● **Work to complete**
Reproduce all of the data exactly as written.

Extracted information Start Marker

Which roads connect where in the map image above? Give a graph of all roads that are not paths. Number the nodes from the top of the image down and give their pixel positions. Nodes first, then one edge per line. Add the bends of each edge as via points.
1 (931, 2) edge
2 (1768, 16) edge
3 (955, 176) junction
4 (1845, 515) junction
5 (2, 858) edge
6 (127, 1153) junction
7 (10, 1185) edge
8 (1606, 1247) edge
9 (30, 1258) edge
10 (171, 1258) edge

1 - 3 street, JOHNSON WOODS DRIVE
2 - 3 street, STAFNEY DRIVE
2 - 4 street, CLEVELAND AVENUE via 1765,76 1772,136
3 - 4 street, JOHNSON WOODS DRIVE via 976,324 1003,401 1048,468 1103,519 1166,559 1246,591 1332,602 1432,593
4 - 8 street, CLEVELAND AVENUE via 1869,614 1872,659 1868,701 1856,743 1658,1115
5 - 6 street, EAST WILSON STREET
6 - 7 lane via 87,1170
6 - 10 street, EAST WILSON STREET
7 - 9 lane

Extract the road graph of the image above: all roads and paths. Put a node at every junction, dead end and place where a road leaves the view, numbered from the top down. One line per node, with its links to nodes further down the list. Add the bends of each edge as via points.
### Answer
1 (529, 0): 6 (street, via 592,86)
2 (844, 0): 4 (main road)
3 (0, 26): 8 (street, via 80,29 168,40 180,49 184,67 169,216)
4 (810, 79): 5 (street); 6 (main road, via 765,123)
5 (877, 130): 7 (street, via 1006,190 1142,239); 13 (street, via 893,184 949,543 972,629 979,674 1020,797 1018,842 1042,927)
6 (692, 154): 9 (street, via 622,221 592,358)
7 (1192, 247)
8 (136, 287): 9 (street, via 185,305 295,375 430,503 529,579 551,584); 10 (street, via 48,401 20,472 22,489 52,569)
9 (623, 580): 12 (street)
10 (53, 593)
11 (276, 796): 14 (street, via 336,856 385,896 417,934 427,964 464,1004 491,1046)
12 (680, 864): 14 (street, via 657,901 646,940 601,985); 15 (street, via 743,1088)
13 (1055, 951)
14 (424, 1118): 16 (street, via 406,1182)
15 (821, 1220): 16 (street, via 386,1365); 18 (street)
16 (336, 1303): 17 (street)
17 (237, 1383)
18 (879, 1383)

Extracted information End Marker

● **Task answer**
Which roads connect where in the map image above? Give a graph of all roads that are not paths. Number the nodes from the top of the image down and give their pixel positions. Nodes first, then one edge per line. Add the bends of each edge as via points.
1 (931, 2) edge
2 (1768, 16) edge
3 (955, 176) junction
4 (1845, 515) junction
5 (2, 858) edge
6 (127, 1153) junction
7 (10, 1185) edge
8 (1606, 1247) edge
9 (30, 1258) edge
10 (171, 1258) edge

1 - 3 street, JOHNSON WOODS DRIVE
2 - 3 street, STAFNEY DRIVE
2 - 4 street, CLEVELAND AVENUE via 1765,76 1772,136
3 - 4 street, JOHNSON WOODS DRIVE via 976,324 1003,401 1048,468 1103,519 1166,559 1246,591 1332,602 1432,593
4 - 8 street, CLEVELAND AVENUE via 1869,614 1872,659 1868,701 1856,743 1658,1115
5 - 6 street, EAST WILSON STREET
6 - 7 lane via 87,1170
6 - 10 street, EAST WILSON STREET
7 - 9 lane

Extract the road graph of the image above: all roads and paths. Put a node at every junction, dead end and place where a road leaves the view, numbered from the top down. One line per node, with its links to nodes further down the list. Add the bends of each edge as via points.
### Answer
1 (529, 0): 6 (street, via 592,86)
2 (844, 0): 4 (main road)
3 (0, 26): 8 (street, via 80,29 168,40 180,49 184,67 169,216)
4 (810, 79): 5 (street); 6 (main road, via 765,123)
5 (877, 130): 7 (street, via 1006,190 1142,239); 13 (street, via 893,184 949,543 972,629 979,674 1020,797 1018,842 1042,927)
6 (692, 154): 9 (street, via 622,221 592,358)
7 (1192, 247)
8 (136, 287): 9 (street, via 185,305 295,375 430,503 529,579 551,584); 10 (street, via 48,401 20,472 22,489 52,569)
9 (623, 580): 12 (street)
10 (53, 593)
11 (276, 796): 14 (street, via 336,856 385,896 417,934 427,964 464,1004 491,1046)
12 (680, 864): 14 (street, via 657,901 646,940 601,985); 15 (street, via 743,1088)
13 (1055, 951)
14 (424, 1118): 16 (street, via 406,1182)
15 (821, 1220): 16 (street, via 386,1365); 18 (street)
16 (336, 1303): 17 (street)
17 (237, 1383)
18 (879, 1383)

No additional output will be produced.